Jacquie was aware that there were eyes on her back. She half turned and the heads went down, everybody in the room suddenly intent on their own little piece of the Bingham enquiry. ‘No,’ she said firmly. ‘I did not.’

Thomas leaned forward. ‘Do you know a man who did?’ he asked.

‘I might,’ she told him. ‘The problem is, I don’t know who it is.’
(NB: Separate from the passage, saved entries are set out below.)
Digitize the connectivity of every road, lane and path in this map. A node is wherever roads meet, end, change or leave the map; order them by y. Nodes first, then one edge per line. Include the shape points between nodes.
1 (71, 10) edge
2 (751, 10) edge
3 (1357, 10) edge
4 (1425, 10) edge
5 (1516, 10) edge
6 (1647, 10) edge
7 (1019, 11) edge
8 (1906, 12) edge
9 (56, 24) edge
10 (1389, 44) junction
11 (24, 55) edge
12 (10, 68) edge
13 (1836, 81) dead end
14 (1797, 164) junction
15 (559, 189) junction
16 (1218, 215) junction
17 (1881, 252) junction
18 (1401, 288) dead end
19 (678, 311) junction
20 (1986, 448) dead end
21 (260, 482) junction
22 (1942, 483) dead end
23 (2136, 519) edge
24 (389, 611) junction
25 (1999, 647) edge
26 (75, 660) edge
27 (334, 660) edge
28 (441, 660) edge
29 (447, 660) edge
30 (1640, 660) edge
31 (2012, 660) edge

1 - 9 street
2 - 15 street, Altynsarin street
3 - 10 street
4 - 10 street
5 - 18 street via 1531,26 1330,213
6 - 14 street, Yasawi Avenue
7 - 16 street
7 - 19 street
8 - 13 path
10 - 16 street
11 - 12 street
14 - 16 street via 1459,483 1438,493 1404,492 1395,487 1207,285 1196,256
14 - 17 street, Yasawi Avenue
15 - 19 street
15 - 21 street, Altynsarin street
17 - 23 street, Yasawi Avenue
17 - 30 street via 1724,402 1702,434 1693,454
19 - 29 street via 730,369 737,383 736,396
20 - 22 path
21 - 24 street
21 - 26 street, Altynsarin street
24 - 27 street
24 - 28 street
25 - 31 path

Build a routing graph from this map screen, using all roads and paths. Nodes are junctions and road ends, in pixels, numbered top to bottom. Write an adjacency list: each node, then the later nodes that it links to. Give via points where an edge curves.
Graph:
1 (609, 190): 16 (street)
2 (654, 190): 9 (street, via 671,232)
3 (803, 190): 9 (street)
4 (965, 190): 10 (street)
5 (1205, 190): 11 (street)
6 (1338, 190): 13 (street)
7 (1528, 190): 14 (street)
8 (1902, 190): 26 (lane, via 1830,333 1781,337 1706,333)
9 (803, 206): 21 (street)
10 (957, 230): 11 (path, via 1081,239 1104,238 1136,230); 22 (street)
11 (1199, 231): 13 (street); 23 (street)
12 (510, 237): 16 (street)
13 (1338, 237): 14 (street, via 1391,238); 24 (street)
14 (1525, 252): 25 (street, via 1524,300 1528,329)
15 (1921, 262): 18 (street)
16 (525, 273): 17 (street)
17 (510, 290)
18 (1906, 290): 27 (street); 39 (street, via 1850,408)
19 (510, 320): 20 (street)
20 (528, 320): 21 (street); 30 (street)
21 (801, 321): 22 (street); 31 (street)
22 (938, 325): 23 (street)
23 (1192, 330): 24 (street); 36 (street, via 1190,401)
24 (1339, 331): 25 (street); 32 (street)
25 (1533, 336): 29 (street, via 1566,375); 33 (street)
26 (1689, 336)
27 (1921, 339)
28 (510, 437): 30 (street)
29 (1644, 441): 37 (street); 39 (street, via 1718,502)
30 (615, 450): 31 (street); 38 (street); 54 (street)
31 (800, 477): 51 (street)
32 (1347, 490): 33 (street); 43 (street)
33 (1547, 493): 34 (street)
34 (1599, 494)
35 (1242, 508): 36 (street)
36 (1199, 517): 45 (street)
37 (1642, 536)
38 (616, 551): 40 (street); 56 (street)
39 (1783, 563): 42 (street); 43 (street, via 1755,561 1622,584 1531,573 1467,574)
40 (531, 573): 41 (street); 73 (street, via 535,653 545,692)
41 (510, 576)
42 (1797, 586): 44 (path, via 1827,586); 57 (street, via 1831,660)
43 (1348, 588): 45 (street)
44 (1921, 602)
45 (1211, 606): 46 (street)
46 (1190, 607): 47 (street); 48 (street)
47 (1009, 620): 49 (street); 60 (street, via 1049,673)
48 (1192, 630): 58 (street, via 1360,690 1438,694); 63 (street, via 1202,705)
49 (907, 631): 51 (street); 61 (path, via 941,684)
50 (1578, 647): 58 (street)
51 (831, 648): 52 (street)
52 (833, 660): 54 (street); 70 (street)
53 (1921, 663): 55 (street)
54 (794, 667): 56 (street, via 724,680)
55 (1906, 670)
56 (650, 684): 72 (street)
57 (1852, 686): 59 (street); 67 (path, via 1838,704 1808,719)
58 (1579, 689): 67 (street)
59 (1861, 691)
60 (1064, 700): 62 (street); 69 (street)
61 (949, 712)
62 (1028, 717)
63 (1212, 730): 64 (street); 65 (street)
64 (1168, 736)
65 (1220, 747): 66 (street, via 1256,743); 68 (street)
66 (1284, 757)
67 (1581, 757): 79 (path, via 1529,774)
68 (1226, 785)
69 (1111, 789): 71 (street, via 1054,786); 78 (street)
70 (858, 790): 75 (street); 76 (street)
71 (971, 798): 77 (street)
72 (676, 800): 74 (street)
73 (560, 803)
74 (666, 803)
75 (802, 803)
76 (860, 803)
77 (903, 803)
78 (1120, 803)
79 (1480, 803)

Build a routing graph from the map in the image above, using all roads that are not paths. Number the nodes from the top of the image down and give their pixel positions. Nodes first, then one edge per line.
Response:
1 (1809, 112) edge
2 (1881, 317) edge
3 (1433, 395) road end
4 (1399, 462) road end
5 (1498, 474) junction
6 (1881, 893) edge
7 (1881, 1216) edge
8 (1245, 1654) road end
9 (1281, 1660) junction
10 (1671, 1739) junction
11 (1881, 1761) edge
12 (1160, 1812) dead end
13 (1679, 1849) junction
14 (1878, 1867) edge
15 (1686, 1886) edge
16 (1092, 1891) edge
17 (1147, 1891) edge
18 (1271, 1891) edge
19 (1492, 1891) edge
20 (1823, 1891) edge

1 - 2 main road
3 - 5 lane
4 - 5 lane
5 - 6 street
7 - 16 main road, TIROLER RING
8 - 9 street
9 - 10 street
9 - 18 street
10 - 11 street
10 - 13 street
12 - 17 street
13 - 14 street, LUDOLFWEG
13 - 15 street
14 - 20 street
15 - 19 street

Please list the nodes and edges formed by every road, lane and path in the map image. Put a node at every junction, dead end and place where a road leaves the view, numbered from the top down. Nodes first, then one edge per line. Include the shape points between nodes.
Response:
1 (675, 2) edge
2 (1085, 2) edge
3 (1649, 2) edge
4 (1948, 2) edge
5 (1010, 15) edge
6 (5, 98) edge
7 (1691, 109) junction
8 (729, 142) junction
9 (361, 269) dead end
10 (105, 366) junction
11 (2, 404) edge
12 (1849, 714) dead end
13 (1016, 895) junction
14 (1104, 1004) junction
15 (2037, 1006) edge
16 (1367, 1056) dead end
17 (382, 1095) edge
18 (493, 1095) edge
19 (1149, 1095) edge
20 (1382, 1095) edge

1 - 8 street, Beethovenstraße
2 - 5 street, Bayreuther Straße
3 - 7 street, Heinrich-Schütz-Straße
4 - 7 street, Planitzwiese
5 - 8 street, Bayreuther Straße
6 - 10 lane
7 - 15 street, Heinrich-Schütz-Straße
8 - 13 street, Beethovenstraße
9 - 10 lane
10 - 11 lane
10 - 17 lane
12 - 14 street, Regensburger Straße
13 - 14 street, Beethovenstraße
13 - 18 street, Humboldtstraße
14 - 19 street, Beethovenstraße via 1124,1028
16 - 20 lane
‘What is your relationship with Peter Maxwell?’

She felt the eyes again. ‘Is that relevant?’ she asked.

‘It might be,’ Thomas told her. ‘You see, it took two to lift a dying man on to a balustrade and drop him over at the end of a rope. Now, at school, maths was never really my thing, but even I know that two and two make a killer.’

‘Folie a deux?’ Jacquie snorted. ‘Who do you imagine Maxwell and I are, Bonnie and Clyde?’

She suddenly realized she’d been shouting, and now there was someone alongside her, a steadying hand on her shoulder.

‘Sir …’ She half formed the words and half rose. ‘This is DI Thomas, Warwickshire CID.’

The inspector was on his feet, his hand held out. It was not taken. ‘DCI Hall,’ Hall said, looking hard into the man’s face. ‘The next time you wish to talk to one of my officers, on any topic whatsoever, you will contact me personally with such a request in advance and it will be in writing. Do we understand each other, Inspector?’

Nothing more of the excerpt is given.